• The records

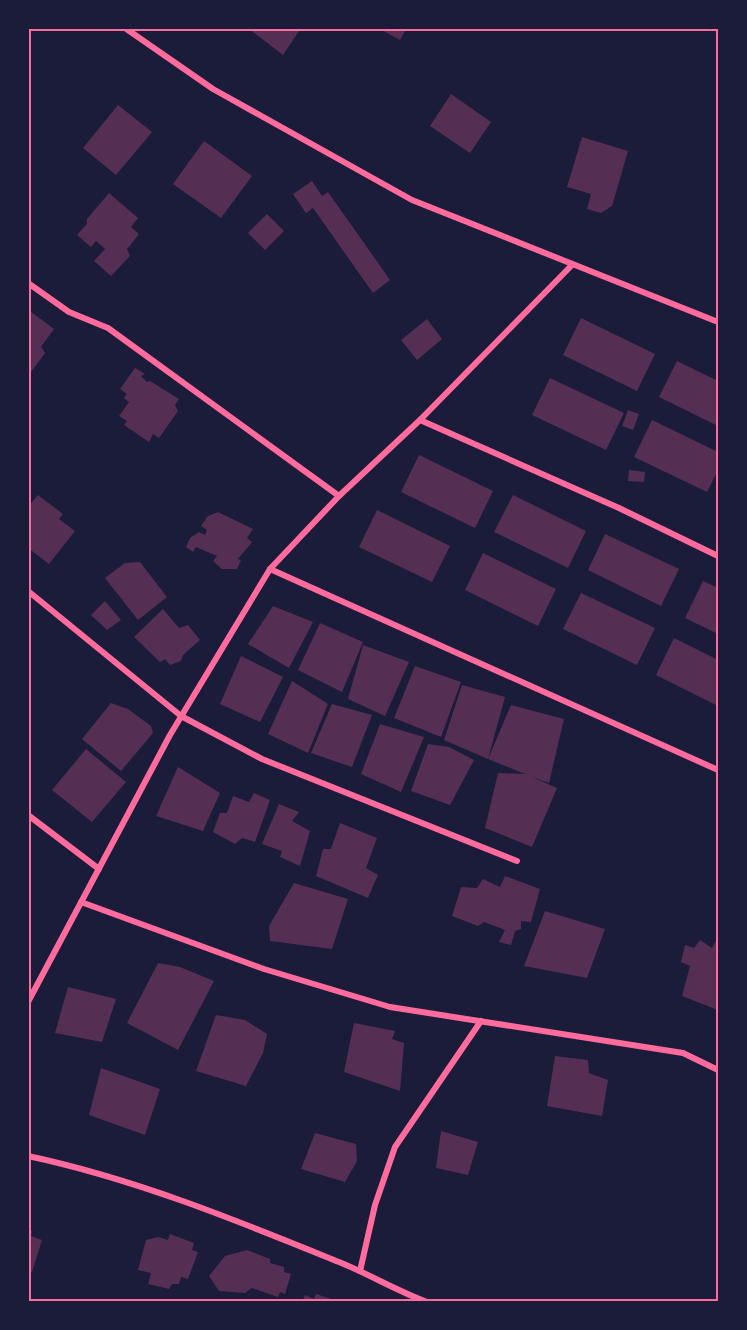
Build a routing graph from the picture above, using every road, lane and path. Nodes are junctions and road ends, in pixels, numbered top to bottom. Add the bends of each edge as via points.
1 (125, 28) edge
2 (572, 265) junction
3 (28, 283) edge
4 (718, 322) edge
5 (420, 420) junction
6 (339, 496) junction
7 (718, 556) edge
8 (270, 569) junction
9 (28, 591) edge
10 (181, 716) junction
11 (718, 770) edge
12 (28, 815) edge
13 (518, 861) dead end
14 (99, 869) junction
15 (81, 902) junction
16 (28, 1002) edge
17 (481, 1021) junction
18 (718, 1070) edge
19 (28, 1156) edge
20 (360, 1271) junction
21 (427, 1302) edge

1 - 2 street via 213,89 412,200
2 - 4 street
2 - 5 street
3 - 6 street via 69,312 108,328
5 - 6 street
5 - 7 street
6 - 8 street
8 - 10 street
8 - 11 street
9 - 10 street
10 - 13 street via 262,759
10 - 14 street
12 - 14 street
14 - 15 street
15 - 16 street
15 - 17 street via 264,969 378,1004
17 - 18 street via 683,1053
17 - 20 street via 395,1147 375,1205
19 - 20 street via 158,1193
20 - 21 street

• Work to be completed
Copy all the material above exactly, but skip each image.

• Result
Build a routing graph from the picture above, using every road, lane and path. Nodes are junctions and road ends, in pixels, numbered top to bottom. Add the bends of each edge as via points.
1 (125, 28) edge
2 (572, 265) junction
3 (28, 283) edge
4 (718, 322) edge
5 (420, 420) junction
6 (339, 496) junction
7 (718, 556) edge
8 (270, 569) junction
9 (28, 591) edge
10 (181, 716) junction
11 (718, 770) edge
12 (28, 815) edge
13 (518, 861) dead end
14 (99, 869) junction
15 (81, 902) junction
16 (28, 1002) edge
17 (481, 1021) junction
18 (718, 1070) edge
19 (28, 1156) edge
20 (360, 1271) junction
21 (427, 1302) edge

1 - 2 street via 213,89 412,200
2 - 4 street
2 - 5 street
3 - 6 street via 69,312 108,328
5 - 6 street
5 - 7 street
6 - 8 street
8 - 10 street
8 - 11 street
9 - 10 street
10 - 13 street via 262,759
10 - 14 street
12 - 14 street
14 - 15 street
15 - 16 street
15 - 17 street via 264,969 378,1004
17 - 18 street via 683,1053
17 - 20 street via 395,1147 375,1205
19 - 20 street via 158,1193
20 - 21 street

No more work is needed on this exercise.